(Records from a collection)
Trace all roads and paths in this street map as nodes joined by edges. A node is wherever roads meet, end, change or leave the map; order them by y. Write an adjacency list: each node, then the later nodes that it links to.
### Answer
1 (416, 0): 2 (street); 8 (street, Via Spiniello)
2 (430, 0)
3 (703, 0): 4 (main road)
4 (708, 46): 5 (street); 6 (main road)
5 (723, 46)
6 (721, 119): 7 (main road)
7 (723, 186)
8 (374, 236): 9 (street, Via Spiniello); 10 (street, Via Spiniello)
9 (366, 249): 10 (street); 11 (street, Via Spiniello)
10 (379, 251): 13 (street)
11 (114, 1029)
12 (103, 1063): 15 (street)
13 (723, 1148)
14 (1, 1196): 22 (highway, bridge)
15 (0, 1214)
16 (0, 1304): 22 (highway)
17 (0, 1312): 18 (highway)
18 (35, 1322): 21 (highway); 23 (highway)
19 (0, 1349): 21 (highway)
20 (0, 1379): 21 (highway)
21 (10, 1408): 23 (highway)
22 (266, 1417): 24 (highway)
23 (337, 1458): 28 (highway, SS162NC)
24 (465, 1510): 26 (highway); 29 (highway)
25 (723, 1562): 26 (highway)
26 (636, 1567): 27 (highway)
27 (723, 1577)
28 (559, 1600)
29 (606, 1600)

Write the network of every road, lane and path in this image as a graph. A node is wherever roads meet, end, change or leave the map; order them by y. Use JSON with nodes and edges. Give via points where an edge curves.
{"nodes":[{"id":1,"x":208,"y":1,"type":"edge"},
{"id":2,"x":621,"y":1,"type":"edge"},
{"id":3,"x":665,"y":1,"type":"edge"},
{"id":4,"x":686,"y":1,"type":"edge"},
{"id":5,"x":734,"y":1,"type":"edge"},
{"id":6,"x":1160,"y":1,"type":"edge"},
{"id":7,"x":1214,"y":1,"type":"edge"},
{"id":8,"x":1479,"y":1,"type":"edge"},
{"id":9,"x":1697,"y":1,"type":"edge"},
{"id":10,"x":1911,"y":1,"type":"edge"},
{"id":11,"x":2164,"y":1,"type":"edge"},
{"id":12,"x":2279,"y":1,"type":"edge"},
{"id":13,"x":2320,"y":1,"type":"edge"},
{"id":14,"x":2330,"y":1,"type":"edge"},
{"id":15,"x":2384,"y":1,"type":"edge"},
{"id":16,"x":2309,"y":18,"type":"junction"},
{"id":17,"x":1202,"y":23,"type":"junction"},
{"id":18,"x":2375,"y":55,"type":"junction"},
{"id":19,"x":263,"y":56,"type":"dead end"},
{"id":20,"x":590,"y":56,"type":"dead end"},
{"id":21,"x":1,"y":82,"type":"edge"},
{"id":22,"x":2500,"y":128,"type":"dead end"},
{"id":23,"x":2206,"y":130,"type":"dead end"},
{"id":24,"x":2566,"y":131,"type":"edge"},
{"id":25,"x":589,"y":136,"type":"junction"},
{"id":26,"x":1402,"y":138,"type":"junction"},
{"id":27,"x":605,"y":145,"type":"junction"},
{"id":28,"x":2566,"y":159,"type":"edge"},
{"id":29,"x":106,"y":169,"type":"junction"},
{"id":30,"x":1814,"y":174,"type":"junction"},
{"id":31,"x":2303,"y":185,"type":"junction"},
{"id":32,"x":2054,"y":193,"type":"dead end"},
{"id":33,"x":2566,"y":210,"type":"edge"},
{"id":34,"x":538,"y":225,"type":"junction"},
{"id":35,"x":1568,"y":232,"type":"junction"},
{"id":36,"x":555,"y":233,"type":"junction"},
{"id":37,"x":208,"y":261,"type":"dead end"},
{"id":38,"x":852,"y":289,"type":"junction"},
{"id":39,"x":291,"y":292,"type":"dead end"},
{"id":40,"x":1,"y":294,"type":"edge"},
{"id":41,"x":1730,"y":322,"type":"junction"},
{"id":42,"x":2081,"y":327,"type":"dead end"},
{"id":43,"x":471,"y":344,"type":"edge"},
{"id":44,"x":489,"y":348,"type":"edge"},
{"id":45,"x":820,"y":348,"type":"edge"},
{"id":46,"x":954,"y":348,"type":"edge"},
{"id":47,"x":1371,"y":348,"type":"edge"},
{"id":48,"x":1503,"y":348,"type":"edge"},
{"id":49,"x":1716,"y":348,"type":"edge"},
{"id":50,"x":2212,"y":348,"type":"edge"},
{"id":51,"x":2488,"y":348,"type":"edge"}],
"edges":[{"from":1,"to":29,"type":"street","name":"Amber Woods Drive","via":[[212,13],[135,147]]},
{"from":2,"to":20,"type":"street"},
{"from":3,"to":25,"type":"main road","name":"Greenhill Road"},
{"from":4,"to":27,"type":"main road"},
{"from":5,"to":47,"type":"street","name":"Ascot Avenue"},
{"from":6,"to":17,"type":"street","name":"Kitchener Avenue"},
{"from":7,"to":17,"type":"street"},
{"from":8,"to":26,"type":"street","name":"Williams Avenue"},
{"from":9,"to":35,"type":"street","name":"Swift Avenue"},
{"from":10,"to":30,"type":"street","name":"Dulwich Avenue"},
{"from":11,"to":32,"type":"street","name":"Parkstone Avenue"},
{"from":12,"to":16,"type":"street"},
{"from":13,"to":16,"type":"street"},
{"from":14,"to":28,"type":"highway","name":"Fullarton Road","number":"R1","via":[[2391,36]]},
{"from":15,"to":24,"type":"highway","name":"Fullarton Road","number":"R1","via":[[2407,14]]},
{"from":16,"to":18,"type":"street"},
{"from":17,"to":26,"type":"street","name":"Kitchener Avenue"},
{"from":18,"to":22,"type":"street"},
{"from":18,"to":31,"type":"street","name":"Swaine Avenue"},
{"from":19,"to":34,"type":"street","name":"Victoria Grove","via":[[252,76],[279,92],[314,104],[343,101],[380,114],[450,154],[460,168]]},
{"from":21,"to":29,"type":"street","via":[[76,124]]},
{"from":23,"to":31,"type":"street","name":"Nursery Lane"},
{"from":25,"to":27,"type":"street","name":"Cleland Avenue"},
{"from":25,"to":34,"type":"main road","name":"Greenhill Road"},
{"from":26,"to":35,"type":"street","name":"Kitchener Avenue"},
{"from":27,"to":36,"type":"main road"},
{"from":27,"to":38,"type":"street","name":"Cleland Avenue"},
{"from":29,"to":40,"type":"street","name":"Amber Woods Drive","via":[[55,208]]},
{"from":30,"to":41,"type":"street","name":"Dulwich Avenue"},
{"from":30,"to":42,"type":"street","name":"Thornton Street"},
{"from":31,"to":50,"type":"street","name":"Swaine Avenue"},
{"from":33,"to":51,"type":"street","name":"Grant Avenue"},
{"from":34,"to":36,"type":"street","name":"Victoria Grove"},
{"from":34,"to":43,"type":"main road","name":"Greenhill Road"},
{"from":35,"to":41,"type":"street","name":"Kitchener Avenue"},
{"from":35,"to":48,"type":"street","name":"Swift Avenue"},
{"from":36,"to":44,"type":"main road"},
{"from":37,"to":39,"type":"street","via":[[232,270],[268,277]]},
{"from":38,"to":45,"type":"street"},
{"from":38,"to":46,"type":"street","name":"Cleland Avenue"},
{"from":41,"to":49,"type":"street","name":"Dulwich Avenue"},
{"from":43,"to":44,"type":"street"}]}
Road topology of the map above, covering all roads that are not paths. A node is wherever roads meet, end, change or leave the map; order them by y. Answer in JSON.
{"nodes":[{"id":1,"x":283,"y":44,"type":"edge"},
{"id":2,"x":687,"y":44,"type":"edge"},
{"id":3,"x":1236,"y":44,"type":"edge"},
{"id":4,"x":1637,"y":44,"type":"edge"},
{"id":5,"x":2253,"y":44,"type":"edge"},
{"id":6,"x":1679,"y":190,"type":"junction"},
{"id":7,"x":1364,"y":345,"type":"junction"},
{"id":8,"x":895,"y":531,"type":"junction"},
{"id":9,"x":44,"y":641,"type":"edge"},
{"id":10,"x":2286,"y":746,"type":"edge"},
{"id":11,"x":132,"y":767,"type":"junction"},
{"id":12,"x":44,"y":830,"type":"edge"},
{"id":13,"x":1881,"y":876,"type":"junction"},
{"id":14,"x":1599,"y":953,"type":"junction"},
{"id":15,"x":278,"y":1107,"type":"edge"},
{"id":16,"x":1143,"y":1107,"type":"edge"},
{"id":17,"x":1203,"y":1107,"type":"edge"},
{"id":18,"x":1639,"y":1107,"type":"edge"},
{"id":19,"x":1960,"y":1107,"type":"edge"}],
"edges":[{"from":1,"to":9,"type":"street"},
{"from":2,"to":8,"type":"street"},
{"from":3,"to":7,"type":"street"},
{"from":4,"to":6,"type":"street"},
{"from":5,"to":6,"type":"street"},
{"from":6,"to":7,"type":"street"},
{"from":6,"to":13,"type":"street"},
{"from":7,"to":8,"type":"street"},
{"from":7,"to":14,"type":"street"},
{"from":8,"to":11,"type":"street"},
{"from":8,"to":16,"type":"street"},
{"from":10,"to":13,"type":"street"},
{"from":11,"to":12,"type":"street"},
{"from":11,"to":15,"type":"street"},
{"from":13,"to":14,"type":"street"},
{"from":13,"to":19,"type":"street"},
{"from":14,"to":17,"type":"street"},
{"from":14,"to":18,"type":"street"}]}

EXERCISE AIM
Whenever the word "JSON" shows up in a line above, copy that line.

ANSWER SECTION
Write the network of every road, lane and path in this image as a graph. A node is wherever roads meet, end, change or leave the map; order them by y. Use JSON with nodes and edges. Give via points where an edge curves.
Road topology of the map above, covering all roads that are not paths. A node is wherever roads meet, end, change or leave the map; order them by y. Answer in JSON.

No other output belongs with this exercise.